[Collected data]
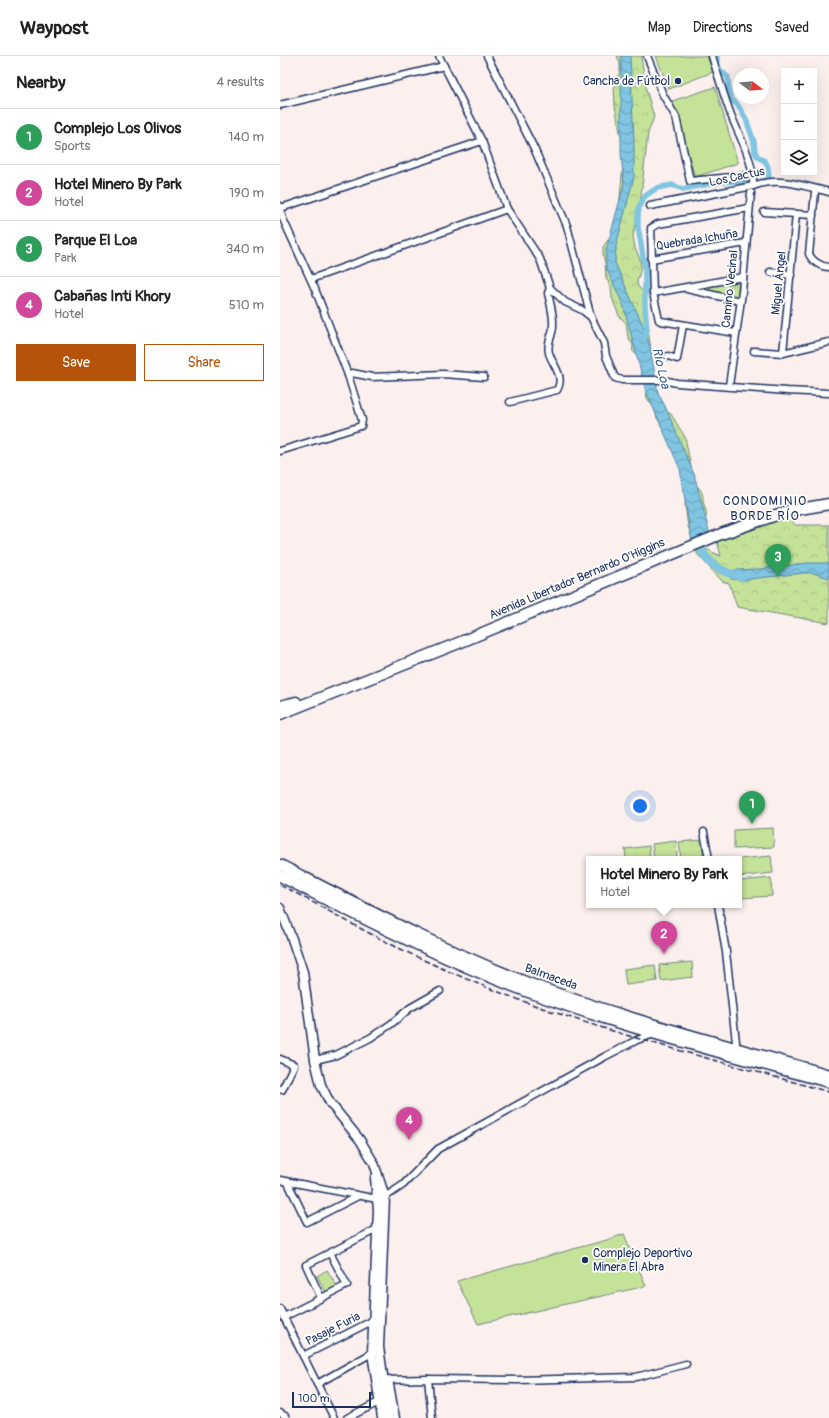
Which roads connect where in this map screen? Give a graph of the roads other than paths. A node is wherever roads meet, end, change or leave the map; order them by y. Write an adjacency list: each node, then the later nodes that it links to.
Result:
1 (438, 56): 5 (street)
2 (486, 56): 30 (street)
3 (646, 56): 8 (street)
4 (712, 56): 8 (street)
5 (444, 66): 6 (street); 7 (street)
6 (280, 105)
7 (482, 141): 13 (street); 15 (street)
8 (753, 175): 9 (street, Camino Vecinal)
9 (752, 190): 11 (street, Los Cactus); 12 (street, Los Cactus); 14 (street, Camino Vecinal)
10 (815, 192): 18 (street)
11 (829, 192)
12 (650, 206)
13 (280, 207): 25 (street)
14 (749, 208): 19 (street, Camino Vecinal); 20 (street)
15 (507, 209): 25 (street); 26 (street)
16 (764, 212): 17 (street)
17 (796, 214): 18 (street); 23 (street, Miguel Ángel)
18 (813, 215): 21 (street)
19 (746, 243): 20 (street, Quebrada Ichuña); 24 (street, Camino Vecinal)
20 (651, 259): 28 (street)
21 (829, 267)
22 (770, 272): 23 (street)
23 (791, 275): 35 (street, Miguel Ángel)
24 (743, 277): 27 (street); 29 (street, Camino Vecinal)
25 (311, 279): 37 (street)
26 (550, 288): 30 (street); 41 (street)
27 (684, 289): 28 (street); 29 (street)
28 (653, 293): 31 (street)
29 (740, 301): 32 (street, Camino Vecinal)
30 (592, 317): 39 (street)
31 (683, 325): 32 (street); 36 (street)
32 (736, 333): 39 (street, Camino Vecinal)
33 (829, 342): 35 (street)
34 (754, 351): 35 (street)
35 (783, 353)
36 (668, 356)
37 (348, 374): 38 (street); 42 (street)
38 (484, 377)
39 (729, 386): 40 (street)
40 (829, 393)
41 (510, 402)
42 (280, 451)
43 (829, 504): 44 (main road, Avenida Libertador Bernardo O'Higgins)
44 (339, 690): 45 (main road, Avenida Libertador Bernardo O'Higgins); 46 (main road, Avenida Libertador Bernardo O'Higgins)
45 (280, 706)
46 (280, 714)
47 (704, 832): 48 (street)
48 (709, 856)
49 (280, 865): 55 (main road, Balmaceda)
50 (280, 876): 54 (main road, Balmaceda)
51 (280, 908): 59 (street)
52 (719, 908): 57 (street)
53 (440, 991): 59 (street)
54 (630, 1027): 55 (main road, Balmaceda); 56 (street)
55 (656, 1030): 56 (street); 57 (main road, Balmaceda); 61 (main road, Balmaceda)
56 (633, 1042): 65 (street)
57 (735, 1048): 60 (main road, Balmaceda)
58 (280, 1059): 62 (street)
59 (315, 1060): 65 (street)
60 (829, 1075)
61 (829, 1082)
62 (280, 1089)
63 (282, 1181): 64 (street); 64 (street)
64 (358, 1196): 65 (street)
65 (381, 1198): 66 (street); 76 (street)
66 (377, 1230): 67 (street); 71 (street)
67 (330, 1253): 68 (street); 68 (street)
68 (320, 1298): 70 (street)
69 (280, 1309): 70 (street)
70 (284, 1317): 73 (street)
71 (372, 1321): 72 (street); 73 (street, Pasaje Furia)
72 (372, 1353): 77 (street); 78 (street)
73 (304, 1356): 77 (street)
74 (686, 1364): 75 (street)
75 (428, 1378): 76 (street); 86 (street)
76 (386, 1380): 78 (street); 85 (street)
77 (317, 1384): 81 (street)
78 (383, 1400): 82 (street); 83 (street); 84 (street)
79 (280, 1413): 80 (street)
80 (286, 1418)
81 (334, 1418)
82 (347, 1418)
83 (382, 1418)
84 (389, 1418)
85 (396, 1418)
86 (432, 1418)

** WHAT THE TASK REQUIRES **
Could you retype all the entries exactly, skipping the pictures?

** EXERCISE RESULT **
Which roads connect where in this map screen? Give a graph of the roads other than paths. A node is wherever roads meet, end, change or leave the map; order them by y. Write an adjacency list: each node, then the later nodes that it links to.
Result:
1 (438, 56): 5 (street)
2 (486, 56): 30 (street)
3 (646, 56): 8 (street)
4 (712, 56): 8 (street)
5 (444, 66): 6 (street); 7 (street)
6 (280, 105)
7 (482, 141): 13 (street); 15 (street)
8 (753, 175): 9 (street, Camino Vecinal)
9 (752, 190): 11 (street, Los Cactus); 12 (street, Los Cactus); 14 (street, Camino Vecinal)
10 (815, 192): 18 (street)
11 (829, 192)
12 (650, 206)
13 (280, 207): 25 (street)
14 (749, 208): 19 (street, Camino Vecinal); 20 (street)
15 (507, 209): 25 (street); 26 (street)
16 (764, 212): 17 (street)
17 (796, 214): 18 (street); 23 (street, Miguel Ángel)
18 (813, 215): 21 (street)
19 (746, 243): 20 (street, Quebrada Ichuña); 24 (street, Camino Vecinal)
20 (651, 259): 28 (street)
21 (829, 267)
22 (770, 272): 23 (street)
23 (791, 275): 35 (street, Miguel Ángel)
24 (743, 277): 27 (street); 29 (street, Camino Vecinal)
25 (311, 279): 37 (street)
26 (550, 288): 30 (street); 41 (street)
27 (684, 289): 28 (street); 29 (street)
28 (653, 293): 31 (street)
29 (740, 301): 32 (street, Camino Vecinal)
30 (592, 317): 39 (street)
31 (683, 325): 32 (street); 36 (street)
32 (736, 333): 39 (street, Camino Vecinal)
33 (829, 342): 35 (street)
34 (754, 351): 35 (street)
35 (783, 353)
36 (668, 356)
37 (348, 374): 38 (street); 42 (street)
38 (484, 377)
39 (729, 386): 40 (street)
40 (829, 393)
41 (510, 402)
42 (280, 451)
43 (829, 504): 44 (main road, Avenida Libertador Bernardo O'Higgins)
44 (339, 690): 45 (main road, Avenida Libertador Bernardo O'Higgins); 46 (main road, Avenida Libertador Bernardo O'Higgins)
45 (280, 706)
46 (280, 714)
47 (704, 832): 48 (street)
48 (709, 856)
49 (280, 865): 55 (main road, Balmaceda)
50 (280, 876): 54 (main road, Balmaceda)
51 (280, 908): 59 (street)
52 (719, 908): 57 (street)
53 (440, 991): 59 (street)
54 (630, 1027): 55 (main road, Balmaceda); 56 (street)
55 (656, 1030): 56 (street); 57 (main road, Balmaceda); 61 (main road, Balmaceda)
56 (633, 1042): 65 (street)
57 (735, 1048): 60 (main road, Balmaceda)
58 (280, 1059): 62 (street)
59 (315, 1060): 65 (street)
60 (829, 1075)
61 (829, 1082)
62 (280, 1089)
63 (282, 1181): 64 (street); 64 (street)
64 (358, 1196): 65 (street)
65 (381, 1198): 66 (street); 76 (street)
66 (377, 1230): 67 (street); 71 (street)
67 (330, 1253): 68 (street); 68 (street)
68 (320, 1298): 70 (street)
69 (280, 1309): 70 (street)
70 (284, 1317): 73 (street)
71 (372, 1321): 72 (street); 73 (street, Pasaje Furia)
72 (372, 1353): 77 (street); 78 (street)
73 (304, 1356): 77 (street)
74 (686, 1364): 75 (street)
75 (428, 1378): 76 (street); 86 (street)
76 (386, 1380): 78 (street); 85 (street)
77 (317, 1384): 81 (street)
78 (383, 1400): 82 (street); 83 (street); 84 (street)
79 (280, 1413): 80 (street)
80 (286, 1418)
81 (334, 1418)
82 (347, 1418)
83 (382, 1418)
84 (389, 1418)
85 (396, 1418)
86 (432, 1418)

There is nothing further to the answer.